Commission's analysis and determinations

25.

Subparagraphs 1(a)(i) and (ii) of the Policy Direction state that the Commission should (i) rely on market forces to the maximum extent feasible as the means of achieving the telecommunications policy objectives, and (ii) when relying on regulation, use measures that are efficient and proportionate to their purpose and that interfere with the operation of competitive market forces to the minimum extent necessary to meet the policy objectives.

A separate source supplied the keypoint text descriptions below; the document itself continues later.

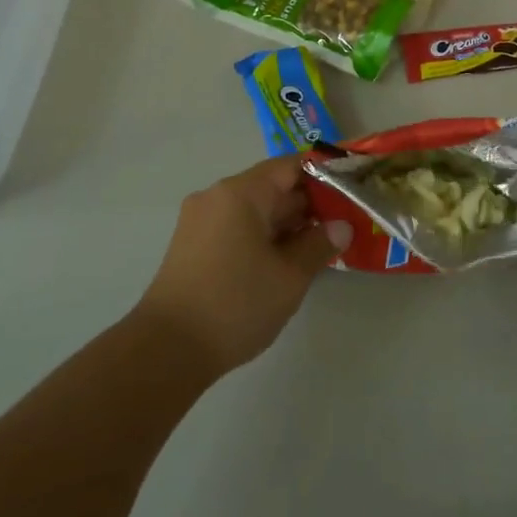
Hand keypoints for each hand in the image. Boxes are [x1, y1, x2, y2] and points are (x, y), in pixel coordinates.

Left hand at [137, 155, 349, 376]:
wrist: (166, 351)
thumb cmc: (235, 304)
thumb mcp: (289, 277)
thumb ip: (319, 245)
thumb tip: (342, 226)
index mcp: (240, 192)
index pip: (290, 166)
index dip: (324, 174)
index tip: (351, 189)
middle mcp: (217, 196)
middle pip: (272, 186)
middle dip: (308, 203)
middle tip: (343, 222)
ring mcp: (200, 220)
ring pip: (254, 209)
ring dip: (286, 223)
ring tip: (320, 245)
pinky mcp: (192, 245)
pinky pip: (236, 226)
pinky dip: (263, 236)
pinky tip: (284, 260)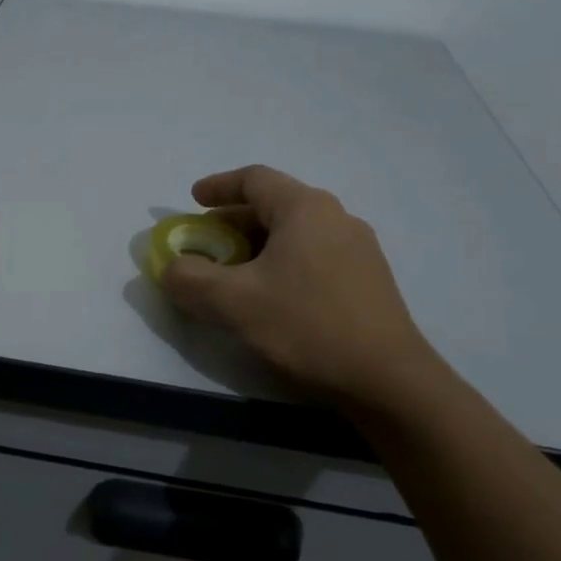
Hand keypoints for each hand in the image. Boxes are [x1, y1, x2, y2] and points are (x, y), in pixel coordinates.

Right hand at [158, 165, 443, 410]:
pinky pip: (314, 255)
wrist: (387, 380)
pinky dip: (282, 263)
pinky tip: (272, 297)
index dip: (218, 186)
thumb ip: (189, 279)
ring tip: (234, 274)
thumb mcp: (232, 302)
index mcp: (305, 209)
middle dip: (233, 221)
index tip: (193, 201)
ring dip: (258, 245)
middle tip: (206, 244)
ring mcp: (359, 249)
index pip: (254, 179)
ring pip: (295, 233)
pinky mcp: (368, 280)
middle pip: (275, 205)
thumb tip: (172, 268)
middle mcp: (336, 217)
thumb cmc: (306, 326)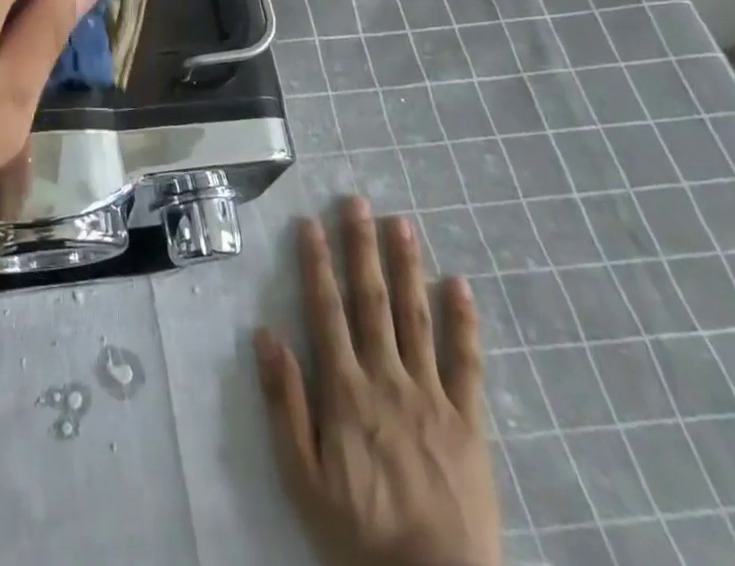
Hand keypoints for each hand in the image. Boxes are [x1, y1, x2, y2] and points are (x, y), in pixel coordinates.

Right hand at [255, 197, 502, 565]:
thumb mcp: (302, 477)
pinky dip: (463, 322)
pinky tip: (459, 285)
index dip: (316, 264)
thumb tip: (265, 335)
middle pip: (372, 301)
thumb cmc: (359, 535)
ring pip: (416, 318)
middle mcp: (387, 379)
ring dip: (407, 266)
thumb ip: (284, 403)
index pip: (326, 311)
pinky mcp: (470, 423)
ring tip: (402, 223)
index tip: (311, 223)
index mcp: (345, 391)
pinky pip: (467, 364)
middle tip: (358, 202)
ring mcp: (432, 397)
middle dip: (362, 248)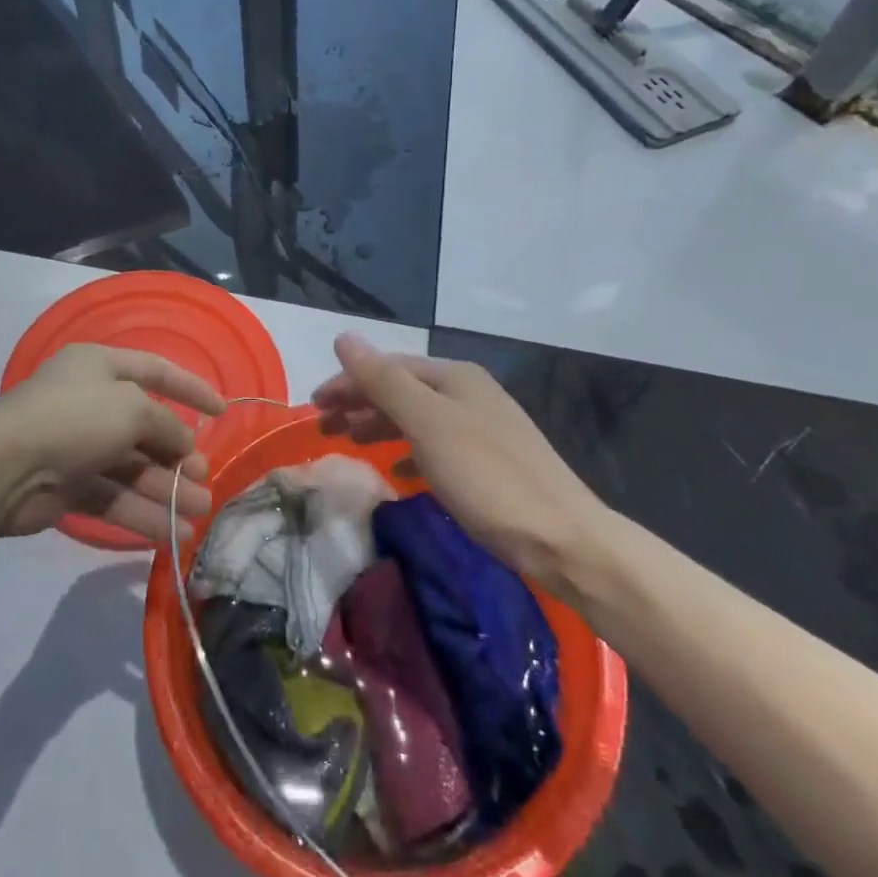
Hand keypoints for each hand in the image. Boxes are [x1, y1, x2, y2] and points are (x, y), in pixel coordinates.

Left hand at [0, 344, 224, 544]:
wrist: (5, 467)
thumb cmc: (75, 418)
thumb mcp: (132, 408)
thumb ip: (166, 425)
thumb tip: (184, 443)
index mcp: (100, 367)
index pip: (156, 371)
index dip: (191, 389)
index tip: (222, 411)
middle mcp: (91, 402)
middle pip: (146, 428)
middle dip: (178, 456)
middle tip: (205, 479)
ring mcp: (79, 445)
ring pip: (133, 468)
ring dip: (167, 491)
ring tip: (200, 513)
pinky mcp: (69, 486)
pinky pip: (114, 497)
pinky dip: (141, 513)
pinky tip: (170, 533)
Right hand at [311, 333, 611, 589]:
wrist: (564, 540)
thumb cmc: (488, 477)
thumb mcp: (428, 424)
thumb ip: (383, 381)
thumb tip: (344, 337)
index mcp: (454, 377)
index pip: (387, 367)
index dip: (347, 383)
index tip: (313, 408)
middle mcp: (469, 393)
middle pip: (401, 389)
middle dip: (360, 403)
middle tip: (323, 427)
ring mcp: (483, 427)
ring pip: (418, 417)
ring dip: (380, 425)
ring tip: (350, 442)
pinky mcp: (491, 463)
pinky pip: (436, 446)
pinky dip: (410, 452)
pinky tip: (399, 471)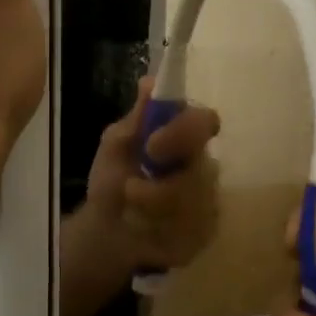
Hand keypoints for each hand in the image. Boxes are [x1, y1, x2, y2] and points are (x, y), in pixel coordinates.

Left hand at [84, 78, 222, 271]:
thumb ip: (136, 118)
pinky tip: (145, 232)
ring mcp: (209, 201)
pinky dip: (158, 234)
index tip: (152, 146)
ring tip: (130, 213)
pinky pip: (191, 233)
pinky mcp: (205, 233)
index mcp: (185, 137)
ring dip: (151, 211)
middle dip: (158, 188)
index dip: (184, 132)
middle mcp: (204, 165)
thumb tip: (150, 81)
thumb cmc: (113, 179)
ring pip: (193, 207)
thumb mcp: (116, 144)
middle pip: (200, 172)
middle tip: (129, 190)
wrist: (106, 229)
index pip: (206, 122)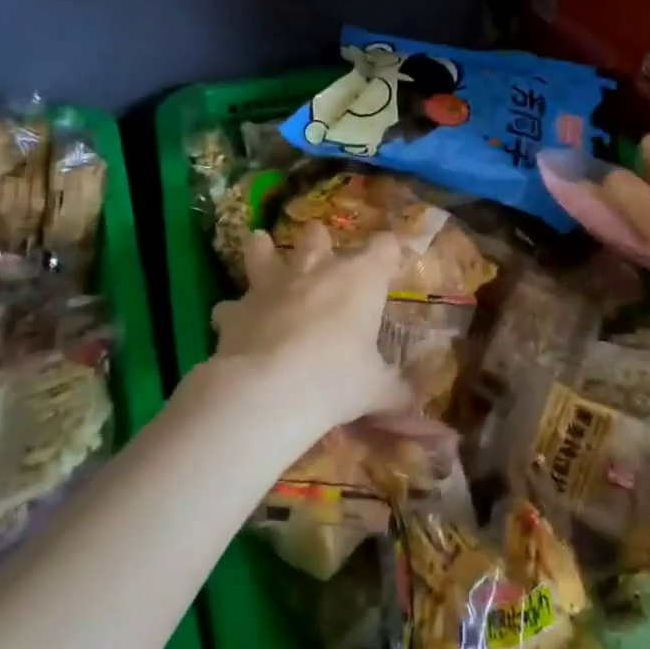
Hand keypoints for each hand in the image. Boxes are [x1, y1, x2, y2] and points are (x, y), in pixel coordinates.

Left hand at [208, 221, 411, 439]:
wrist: (270, 389)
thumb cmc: (337, 378)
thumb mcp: (376, 391)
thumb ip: (396, 395)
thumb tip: (418, 413)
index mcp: (360, 279)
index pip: (384, 247)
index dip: (390, 250)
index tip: (393, 257)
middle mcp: (316, 270)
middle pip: (317, 236)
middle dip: (318, 239)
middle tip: (320, 248)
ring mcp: (271, 286)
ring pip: (262, 252)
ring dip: (261, 251)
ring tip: (259, 245)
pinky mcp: (236, 310)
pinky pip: (231, 305)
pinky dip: (234, 313)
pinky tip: (234, 323)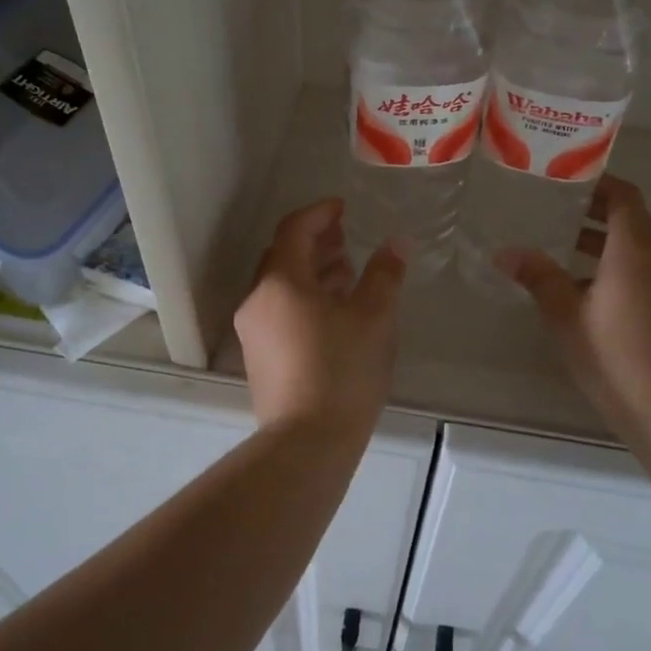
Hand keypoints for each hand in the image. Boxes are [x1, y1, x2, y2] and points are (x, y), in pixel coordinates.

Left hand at [234, 199, 404, 434]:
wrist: (306, 443)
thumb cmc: (342, 370)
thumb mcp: (374, 317)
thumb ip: (384, 274)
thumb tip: (395, 244)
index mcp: (280, 282)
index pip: (293, 230)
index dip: (319, 214)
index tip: (343, 208)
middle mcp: (258, 301)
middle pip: (282, 256)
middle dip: (315, 242)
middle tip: (346, 236)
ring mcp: (254, 332)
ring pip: (281, 286)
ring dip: (312, 272)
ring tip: (347, 271)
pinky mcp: (260, 358)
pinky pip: (280, 311)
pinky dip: (305, 298)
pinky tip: (335, 311)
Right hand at [498, 176, 650, 431]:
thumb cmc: (613, 355)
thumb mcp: (565, 314)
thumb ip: (538, 276)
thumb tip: (505, 252)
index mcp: (637, 247)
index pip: (623, 195)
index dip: (597, 182)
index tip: (566, 179)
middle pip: (632, 218)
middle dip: (595, 211)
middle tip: (555, 209)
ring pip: (639, 245)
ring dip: (605, 241)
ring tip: (563, 246)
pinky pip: (648, 269)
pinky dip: (620, 264)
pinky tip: (588, 288)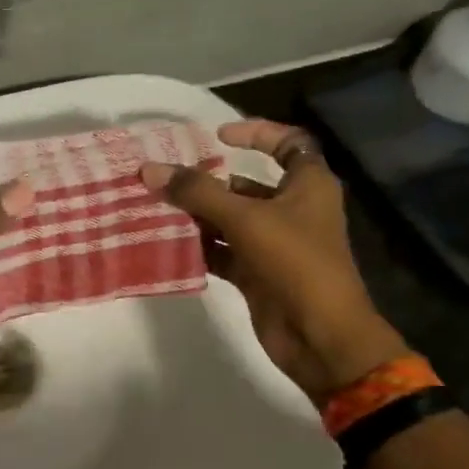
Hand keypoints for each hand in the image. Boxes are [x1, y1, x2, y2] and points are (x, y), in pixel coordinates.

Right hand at [142, 118, 406, 406]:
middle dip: (207, 181)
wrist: (319, 335)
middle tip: (165, 178)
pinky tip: (167, 244)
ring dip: (196, 215)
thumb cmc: (294, 263)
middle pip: (246, 184)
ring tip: (155, 208)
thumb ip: (197, 193)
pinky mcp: (257, 273)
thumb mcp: (245, 219)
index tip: (216, 136)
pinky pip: (222, 251)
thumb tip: (149, 169)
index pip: (288, 143)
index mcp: (308, 185)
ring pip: (229, 219)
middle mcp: (292, 209)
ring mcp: (274, 244)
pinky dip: (199, 247)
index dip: (256, 133)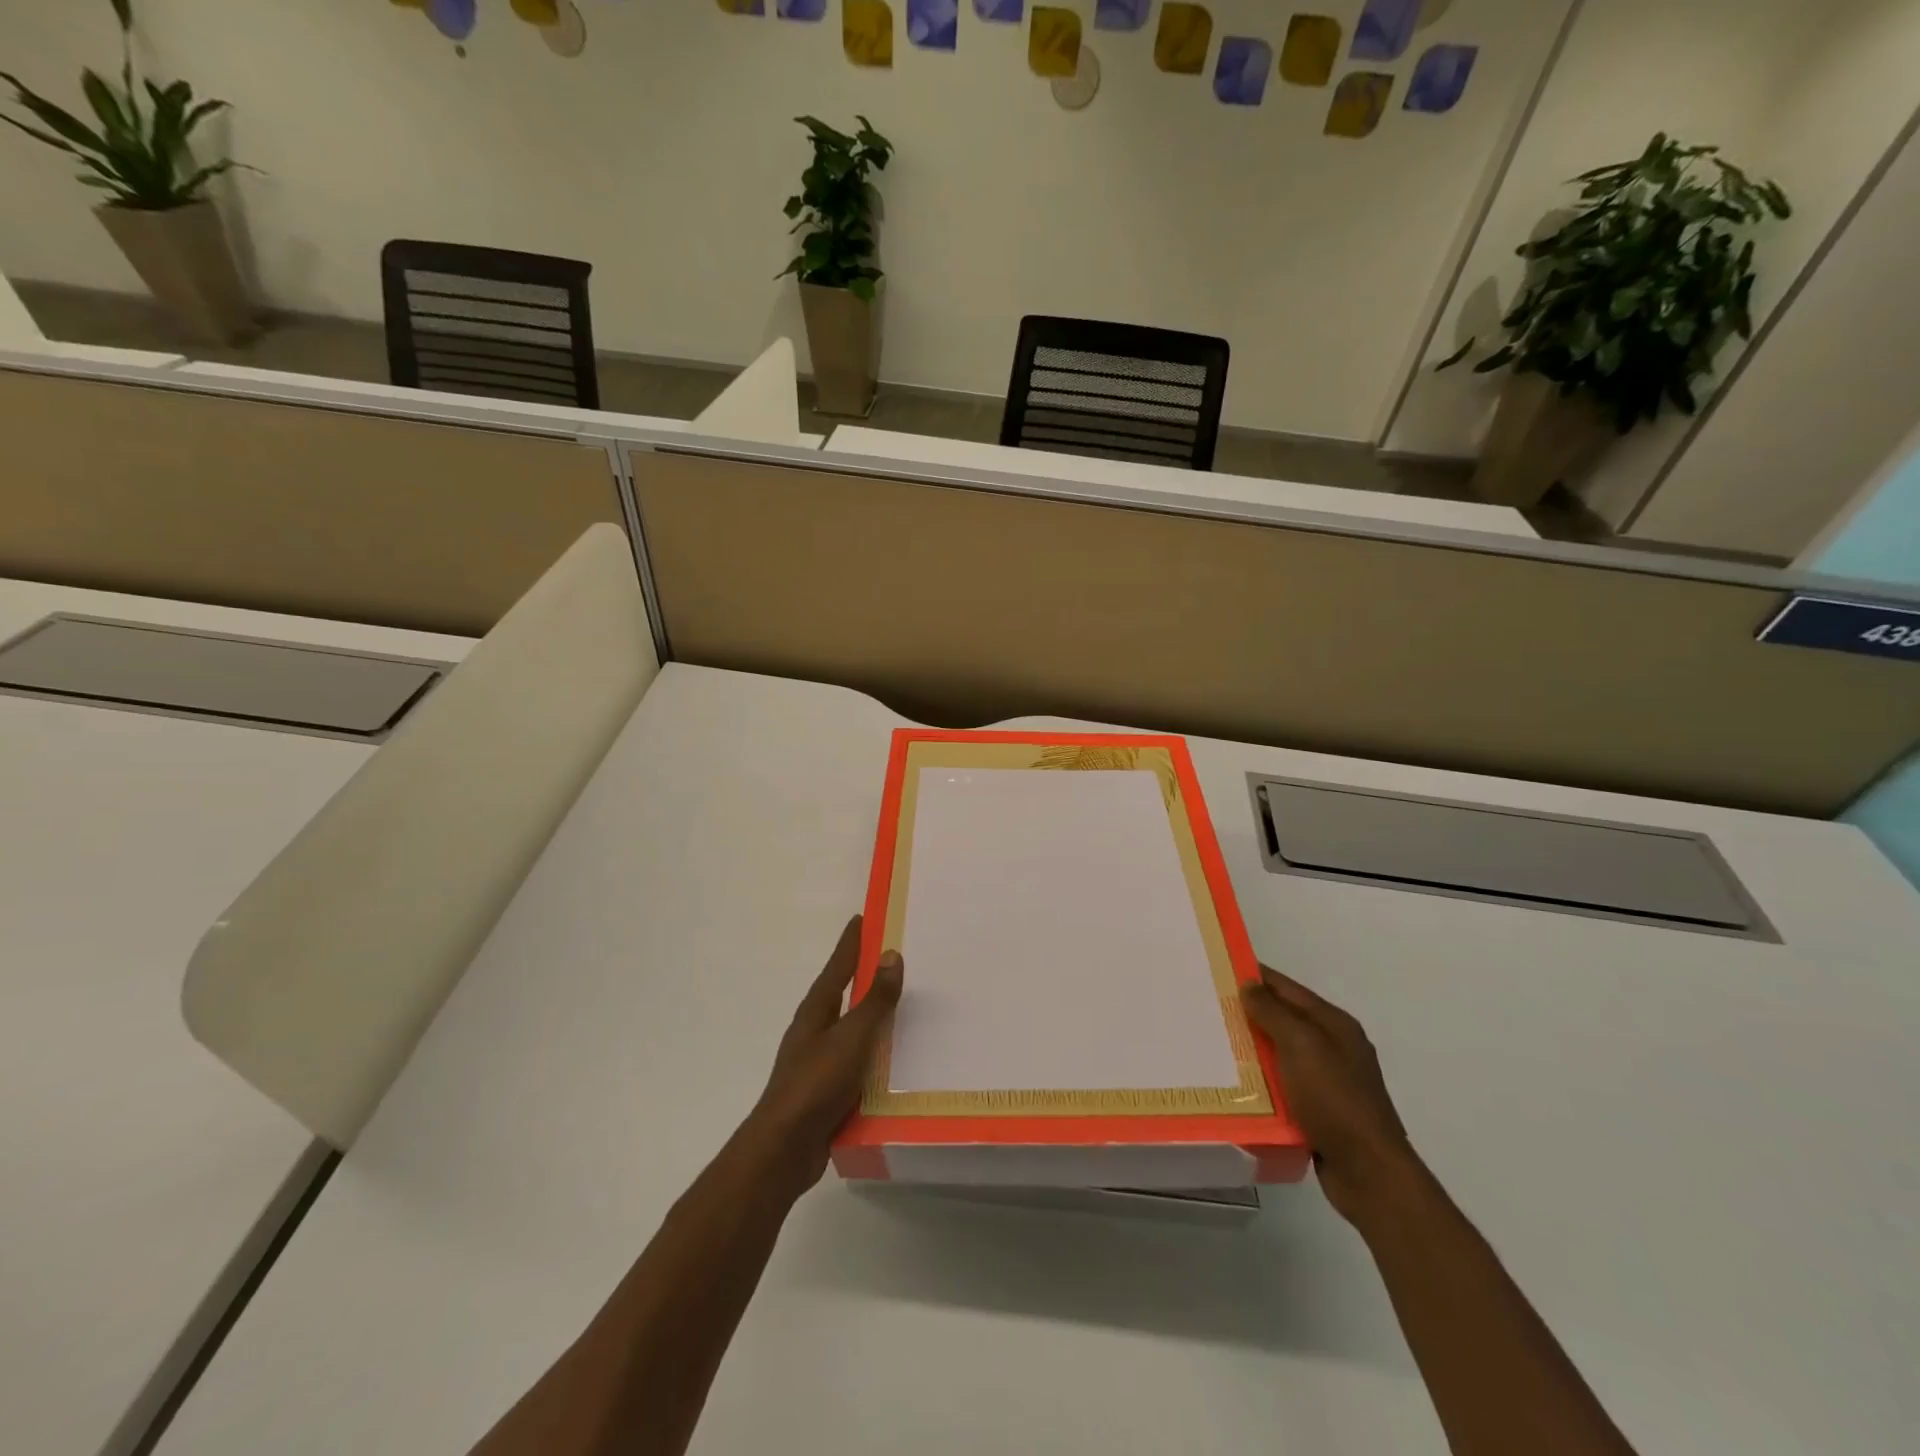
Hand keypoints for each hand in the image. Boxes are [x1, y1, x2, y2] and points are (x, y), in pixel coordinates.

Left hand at [744, 915, 903, 1193]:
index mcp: (817, 1011)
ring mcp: (819, 1061)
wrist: (784, 1149)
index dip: (851, 942)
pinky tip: (897, 1063)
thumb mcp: (852, 1037)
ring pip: (852, 1030)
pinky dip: (876, 1055)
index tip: (862, 918)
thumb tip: (892, 955)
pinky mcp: (828, 1091)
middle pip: (844, 994)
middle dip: (864, 976)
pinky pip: (858, 1063)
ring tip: (905, 1008)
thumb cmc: (815, 1084)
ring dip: (873, 1018)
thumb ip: (874, 1000)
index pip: (838, 966)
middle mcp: (815, 1030)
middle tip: (894, 958)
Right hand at [1240, 964, 1418, 1227]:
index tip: (1219, 969)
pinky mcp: (1321, 1112)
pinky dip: (1263, 1081)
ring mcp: (1330, 1081)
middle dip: (1250, 1013)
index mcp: (1335, 1025)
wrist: (1369, 1173)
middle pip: (1285, 1019)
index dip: (1255, 976)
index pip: (1287, 988)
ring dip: (1254, 1049)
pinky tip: (1237, 1084)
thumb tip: (1250, 984)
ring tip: (1214, 1044)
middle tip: (1208, 1007)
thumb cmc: (1335, 1100)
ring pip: (1282, 1054)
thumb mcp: (1301, 1045)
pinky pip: (1284, 1085)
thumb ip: (1273, 1012)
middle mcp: (1335, 1047)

The Commission considers that approving Bell Aliant's application would be consistent with the Policy Direction in that the regulatory intervention would not interfere with market forces in the Centrex market, and would neither promote economically inefficient entry into the market nor deter economically efficient entry.

26.

The Commission considers that Bell Aliant's application would thus further the telecommunications policy objective set out in paragraph 7(f) of the Act, which is to foster increased reliance on market forces for the provision of telecommunications services and to ensure that regulation, where required, is efficient and effective.
 

Conclusion

27.

In light of all of the above, the Commission approves Bell Aliant's application.
  Secretary General
 

Related documents

 
  • Telecom Order CRTC 2007-205, 7 June 2007
 
  • Société en commandite Télébec - Centrex service, Telecom Order CRTC 2005-76, 23 February 2005
 
  • Aliant Telecom Inc. - Centrex Business service, Telecom Order CRTC 2003-100, 4 March 2003
 
  • Aliant Telecom Inc. - Regional large business Centrex service, Telecom Order CRTC 2003-99, 4 March 2003
 
  • Telecom Order CRTC 99-412, 4 May 1999
 
  • Telecom Order CRTC 99-330, 8 April 1999
 
  • Telecom Order CRTC 99-300, 31 March 1999
 
  • Telecom Order CRTC 99-299, 31 March 1999
 
  • Telecom Order CRTC 99-295, 31 March 1999
 
  • Telecom Order CRTC 99-294, 31 March 1999
 
  • Telecom Order CRTC 99-293, 31 March 1999
 
  • Telecom Order CRTC 99-292, 31 March 1999
 
  • Telecom Order CRTC 98-956, 29 September 1998
 
  • Local competition, Telecom Decision CRTC 97-8, 1 May 1997
  This document is available in alternative format upon request, and may also be examined in PDF format or in HTML at the following Internet site: www.crtc.gc.ca
  ___________________

Footnotes:

1 MSPs are referred to as Minimum Contract Periods in NBTel Inc.'s and NewTel Communications Inc.'s respective General Tariffs.

2 Order Issuing a Direction to the CRTC on Implementing the Canadian Telecommunications Policy Objectives, P.C. 2006‑1534, 14 December 2006 (the Policy Direction).

3 Telecom Orders 2003‑99, 2003‑100, and 2005‑76.

4 Telecom Orders 98‑956, 99‑292, 99‑293, 99‑294, 99‑295, 99‑299, 99‑300, 99‑330, and 99‑412.